What a Session Feels Like
Your therapist will clean the skin over the treatment area and place two adhesive electrode pads. One contains the medication, and the other serves as the return electrode, usually placed a few inches away. Once the device is turned on, you’ll feel a mild tingling or slight prickling sensation under the electrodes. Some people also notice a faint itching during the first half-hour of current flow. The sensation should never be painful. If it becomes uncomfortable, the current intensity can be lowered immediately.
After the session, mild redness under the electrode is normal and usually fades within a few hours. In clinical studies, iontophoresis caused only transient, mild skin irritation (slight redness and minor swelling) that resolved without any permanent skin damage.
Wired Units vs. Wireless Patches
Traditional iontophoresis uses a tabletop dose controller connected by two wires to the electrode pads. You sit or lie still while the device runs for 15 to 40 minutes. This is the setup you’ll encounter in most PT clinics.
Newer wireless patches contain a tiny battery and microchip built directly into the electrode. These deliver the same total dosage (usually around 80 milliamp-minutes) but at much lower current over a longer period, anywhere from 3 to 14 hours. The advantage is that you can wear the patch while going about your day. Early versions had reliability issues because a single small battery couldn’t always overcome skin resistance, but current designs use a microchip that monitors skin resistance in real time and adjusts the current accordingly. Your therapist may apply a wireless patch at the end of a visit and have you remove it at home.
Typical Treatment Schedule
There’s no single standardized protocol, but most treatment plans involve 3 to 5 sessions per week. Each session lasts 10 to 30 minutes of active current delivery. Therapeutic effects generally appear after 6 to 15 treatments, so a typical course runs roughly two to four weeks. Your therapist will likely reassess your pain and function partway through to decide whether to continue, and iontophoresis is almost always paired with therapeutic exercises, stretching, or other PT interventions.

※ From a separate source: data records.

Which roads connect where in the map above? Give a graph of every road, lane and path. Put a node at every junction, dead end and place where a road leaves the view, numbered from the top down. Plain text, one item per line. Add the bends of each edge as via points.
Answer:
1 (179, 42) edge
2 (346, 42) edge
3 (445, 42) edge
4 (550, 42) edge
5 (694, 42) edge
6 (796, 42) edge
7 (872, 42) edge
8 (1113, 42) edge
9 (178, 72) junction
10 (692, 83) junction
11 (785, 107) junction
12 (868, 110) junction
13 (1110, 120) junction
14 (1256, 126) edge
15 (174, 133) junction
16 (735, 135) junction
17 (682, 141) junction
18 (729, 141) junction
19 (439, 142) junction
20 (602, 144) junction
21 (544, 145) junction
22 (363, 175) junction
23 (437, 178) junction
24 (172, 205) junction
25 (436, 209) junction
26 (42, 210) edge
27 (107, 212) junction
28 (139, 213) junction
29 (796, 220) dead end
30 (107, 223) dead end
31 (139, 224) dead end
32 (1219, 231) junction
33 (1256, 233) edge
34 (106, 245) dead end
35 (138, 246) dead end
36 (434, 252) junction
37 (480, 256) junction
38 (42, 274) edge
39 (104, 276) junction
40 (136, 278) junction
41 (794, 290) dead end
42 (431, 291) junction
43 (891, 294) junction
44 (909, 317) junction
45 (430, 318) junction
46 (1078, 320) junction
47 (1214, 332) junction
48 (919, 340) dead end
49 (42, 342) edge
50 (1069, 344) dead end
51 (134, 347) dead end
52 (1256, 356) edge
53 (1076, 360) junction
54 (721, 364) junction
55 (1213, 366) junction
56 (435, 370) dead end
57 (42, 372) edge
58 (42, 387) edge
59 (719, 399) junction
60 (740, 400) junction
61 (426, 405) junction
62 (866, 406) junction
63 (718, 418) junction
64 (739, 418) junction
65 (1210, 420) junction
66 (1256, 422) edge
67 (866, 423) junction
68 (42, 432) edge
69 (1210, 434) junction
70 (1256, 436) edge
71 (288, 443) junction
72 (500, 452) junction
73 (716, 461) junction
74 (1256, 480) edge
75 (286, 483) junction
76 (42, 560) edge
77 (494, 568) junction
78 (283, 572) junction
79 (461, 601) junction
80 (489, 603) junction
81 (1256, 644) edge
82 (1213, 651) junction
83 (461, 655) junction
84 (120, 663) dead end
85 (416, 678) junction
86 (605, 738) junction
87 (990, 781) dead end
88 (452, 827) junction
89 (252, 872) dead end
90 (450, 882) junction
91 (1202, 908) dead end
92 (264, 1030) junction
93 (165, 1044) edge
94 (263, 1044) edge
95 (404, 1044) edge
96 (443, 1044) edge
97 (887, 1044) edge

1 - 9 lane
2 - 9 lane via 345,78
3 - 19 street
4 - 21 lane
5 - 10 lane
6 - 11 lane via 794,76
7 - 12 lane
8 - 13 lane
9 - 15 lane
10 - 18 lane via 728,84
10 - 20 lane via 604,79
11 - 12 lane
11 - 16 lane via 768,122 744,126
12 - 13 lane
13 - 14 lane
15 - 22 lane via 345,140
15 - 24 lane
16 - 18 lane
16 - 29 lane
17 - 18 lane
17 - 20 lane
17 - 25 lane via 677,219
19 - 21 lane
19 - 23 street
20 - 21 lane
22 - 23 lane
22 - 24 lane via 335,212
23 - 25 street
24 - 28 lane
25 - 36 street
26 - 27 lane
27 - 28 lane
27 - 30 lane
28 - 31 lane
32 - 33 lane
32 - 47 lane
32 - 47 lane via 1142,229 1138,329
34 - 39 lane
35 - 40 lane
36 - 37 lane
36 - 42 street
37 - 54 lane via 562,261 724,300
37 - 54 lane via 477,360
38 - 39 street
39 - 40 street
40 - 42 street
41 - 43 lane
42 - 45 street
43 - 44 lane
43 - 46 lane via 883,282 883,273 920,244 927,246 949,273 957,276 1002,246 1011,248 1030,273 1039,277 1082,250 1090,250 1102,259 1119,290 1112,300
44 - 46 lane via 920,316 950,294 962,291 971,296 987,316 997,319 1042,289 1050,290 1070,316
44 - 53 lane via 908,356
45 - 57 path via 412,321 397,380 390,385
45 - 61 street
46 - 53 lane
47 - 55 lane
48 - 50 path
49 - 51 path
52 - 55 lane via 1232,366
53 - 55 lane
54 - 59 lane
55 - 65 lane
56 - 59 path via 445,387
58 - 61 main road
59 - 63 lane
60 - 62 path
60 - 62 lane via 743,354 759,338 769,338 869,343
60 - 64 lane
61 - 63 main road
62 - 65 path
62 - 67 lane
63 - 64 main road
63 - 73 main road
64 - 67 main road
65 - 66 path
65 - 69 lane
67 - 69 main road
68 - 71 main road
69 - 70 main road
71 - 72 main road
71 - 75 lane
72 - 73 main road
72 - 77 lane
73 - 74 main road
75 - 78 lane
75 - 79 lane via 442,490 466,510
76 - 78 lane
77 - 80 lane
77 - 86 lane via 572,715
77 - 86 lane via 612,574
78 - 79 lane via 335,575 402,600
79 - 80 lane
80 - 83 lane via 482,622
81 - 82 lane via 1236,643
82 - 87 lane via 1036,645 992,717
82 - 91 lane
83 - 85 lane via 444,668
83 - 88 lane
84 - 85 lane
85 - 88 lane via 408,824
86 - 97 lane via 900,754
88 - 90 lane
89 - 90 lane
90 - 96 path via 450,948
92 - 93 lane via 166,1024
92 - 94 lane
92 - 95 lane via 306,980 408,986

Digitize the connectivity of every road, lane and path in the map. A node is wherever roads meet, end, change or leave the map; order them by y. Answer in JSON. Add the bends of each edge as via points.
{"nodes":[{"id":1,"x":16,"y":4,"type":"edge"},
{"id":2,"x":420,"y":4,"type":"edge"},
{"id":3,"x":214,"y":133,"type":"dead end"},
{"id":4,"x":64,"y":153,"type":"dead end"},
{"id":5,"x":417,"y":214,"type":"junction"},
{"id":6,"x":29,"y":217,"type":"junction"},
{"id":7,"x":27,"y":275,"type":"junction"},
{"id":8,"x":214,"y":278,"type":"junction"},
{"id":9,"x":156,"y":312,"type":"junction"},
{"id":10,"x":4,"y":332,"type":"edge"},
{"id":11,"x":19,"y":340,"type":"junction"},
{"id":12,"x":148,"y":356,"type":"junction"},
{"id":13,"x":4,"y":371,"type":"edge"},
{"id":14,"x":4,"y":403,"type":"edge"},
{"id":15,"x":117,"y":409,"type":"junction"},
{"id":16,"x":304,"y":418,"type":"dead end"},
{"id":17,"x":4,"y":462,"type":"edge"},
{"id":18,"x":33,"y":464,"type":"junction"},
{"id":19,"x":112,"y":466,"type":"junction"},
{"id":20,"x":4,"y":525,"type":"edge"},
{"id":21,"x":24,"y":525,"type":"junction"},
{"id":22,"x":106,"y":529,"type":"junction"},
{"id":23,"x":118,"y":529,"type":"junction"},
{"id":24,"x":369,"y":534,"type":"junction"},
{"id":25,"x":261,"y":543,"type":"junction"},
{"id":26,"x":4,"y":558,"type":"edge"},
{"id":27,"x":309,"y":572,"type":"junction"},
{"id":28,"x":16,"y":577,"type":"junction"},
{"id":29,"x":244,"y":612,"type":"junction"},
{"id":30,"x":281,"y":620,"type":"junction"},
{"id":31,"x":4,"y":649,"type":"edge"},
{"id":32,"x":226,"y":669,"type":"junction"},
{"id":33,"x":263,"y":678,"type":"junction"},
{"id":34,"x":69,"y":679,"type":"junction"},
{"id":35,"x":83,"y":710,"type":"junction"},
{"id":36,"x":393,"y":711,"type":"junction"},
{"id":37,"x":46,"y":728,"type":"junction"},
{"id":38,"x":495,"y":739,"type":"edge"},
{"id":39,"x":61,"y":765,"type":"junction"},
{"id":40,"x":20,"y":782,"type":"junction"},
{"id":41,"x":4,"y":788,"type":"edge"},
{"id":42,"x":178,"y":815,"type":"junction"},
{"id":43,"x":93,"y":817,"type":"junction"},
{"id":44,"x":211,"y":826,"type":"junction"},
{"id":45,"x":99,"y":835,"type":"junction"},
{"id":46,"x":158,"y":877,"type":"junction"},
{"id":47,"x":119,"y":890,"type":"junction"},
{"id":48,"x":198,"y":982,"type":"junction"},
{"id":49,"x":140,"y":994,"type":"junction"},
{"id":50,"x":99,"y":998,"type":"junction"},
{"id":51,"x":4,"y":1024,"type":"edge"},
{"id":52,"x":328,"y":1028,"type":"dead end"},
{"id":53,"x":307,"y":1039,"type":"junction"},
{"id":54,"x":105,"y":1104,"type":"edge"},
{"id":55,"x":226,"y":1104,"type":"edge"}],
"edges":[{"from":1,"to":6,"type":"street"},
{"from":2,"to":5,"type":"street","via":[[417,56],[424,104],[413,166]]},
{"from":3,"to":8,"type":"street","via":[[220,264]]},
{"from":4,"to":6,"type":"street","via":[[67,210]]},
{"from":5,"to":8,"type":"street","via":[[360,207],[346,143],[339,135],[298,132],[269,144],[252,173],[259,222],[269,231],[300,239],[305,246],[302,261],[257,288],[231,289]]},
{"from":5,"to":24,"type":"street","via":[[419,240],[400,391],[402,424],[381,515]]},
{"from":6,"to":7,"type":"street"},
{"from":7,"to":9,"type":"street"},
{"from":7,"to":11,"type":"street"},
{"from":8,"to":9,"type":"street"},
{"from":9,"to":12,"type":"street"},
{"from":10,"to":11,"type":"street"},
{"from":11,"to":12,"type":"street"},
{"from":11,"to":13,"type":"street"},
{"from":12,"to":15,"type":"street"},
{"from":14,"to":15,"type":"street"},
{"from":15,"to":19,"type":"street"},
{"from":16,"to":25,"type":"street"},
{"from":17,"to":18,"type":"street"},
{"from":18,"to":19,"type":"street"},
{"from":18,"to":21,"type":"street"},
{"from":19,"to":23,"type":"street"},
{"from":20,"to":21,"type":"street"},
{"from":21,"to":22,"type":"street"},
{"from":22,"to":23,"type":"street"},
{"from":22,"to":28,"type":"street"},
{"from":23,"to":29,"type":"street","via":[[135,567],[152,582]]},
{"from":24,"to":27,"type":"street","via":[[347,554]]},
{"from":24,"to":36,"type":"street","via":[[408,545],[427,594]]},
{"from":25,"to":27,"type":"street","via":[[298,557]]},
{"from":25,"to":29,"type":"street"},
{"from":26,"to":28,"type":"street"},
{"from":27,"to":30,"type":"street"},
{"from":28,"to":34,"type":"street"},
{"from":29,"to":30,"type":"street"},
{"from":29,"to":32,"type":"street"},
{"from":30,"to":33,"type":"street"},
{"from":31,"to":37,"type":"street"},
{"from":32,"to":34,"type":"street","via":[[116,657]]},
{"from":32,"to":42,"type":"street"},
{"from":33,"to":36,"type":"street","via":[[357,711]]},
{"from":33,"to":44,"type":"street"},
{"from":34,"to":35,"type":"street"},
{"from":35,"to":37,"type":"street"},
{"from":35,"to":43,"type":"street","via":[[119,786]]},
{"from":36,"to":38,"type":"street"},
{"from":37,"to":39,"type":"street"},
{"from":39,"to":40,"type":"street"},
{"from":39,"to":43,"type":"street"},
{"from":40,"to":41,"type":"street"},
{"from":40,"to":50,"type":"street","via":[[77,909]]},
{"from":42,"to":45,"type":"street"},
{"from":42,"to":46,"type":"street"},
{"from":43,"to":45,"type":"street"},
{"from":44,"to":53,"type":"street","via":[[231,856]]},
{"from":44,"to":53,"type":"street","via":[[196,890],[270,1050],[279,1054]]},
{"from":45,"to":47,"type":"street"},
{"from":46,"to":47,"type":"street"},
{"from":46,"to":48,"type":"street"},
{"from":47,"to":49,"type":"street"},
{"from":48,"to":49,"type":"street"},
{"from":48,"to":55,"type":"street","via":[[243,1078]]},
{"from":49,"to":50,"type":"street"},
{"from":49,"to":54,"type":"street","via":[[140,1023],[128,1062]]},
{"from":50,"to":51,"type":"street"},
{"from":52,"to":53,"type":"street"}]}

Who Should Avoid Iontophoresis
Iontophoresis is considered safe for most people, but there are clear situations where it shouldn’t be used. Anyone with a known allergy or sensitivity to the medication being delivered should avoid it. The electrical current also creates restrictions: people with cardiac pacemakers, implanted metal hardware near the treatment site, or a history of cardiac arrhythmias are not candidates. The electrodes should never be placed over broken skin, open wounds, or areas with impaired sensation, since you wouldn’t be able to feel if the current were too strong. Its safety during pregnancy hasn’t been studied, so most clinicians avoid it in pregnant patients.
If you have a bleeding disorder or take blood thinners, let your therapist know, as the procedure should not be performed near superficial blood vessels in patients with hypercoagulability concerns. These precautions are straightforward, and your physical therapist will screen for them before your first session.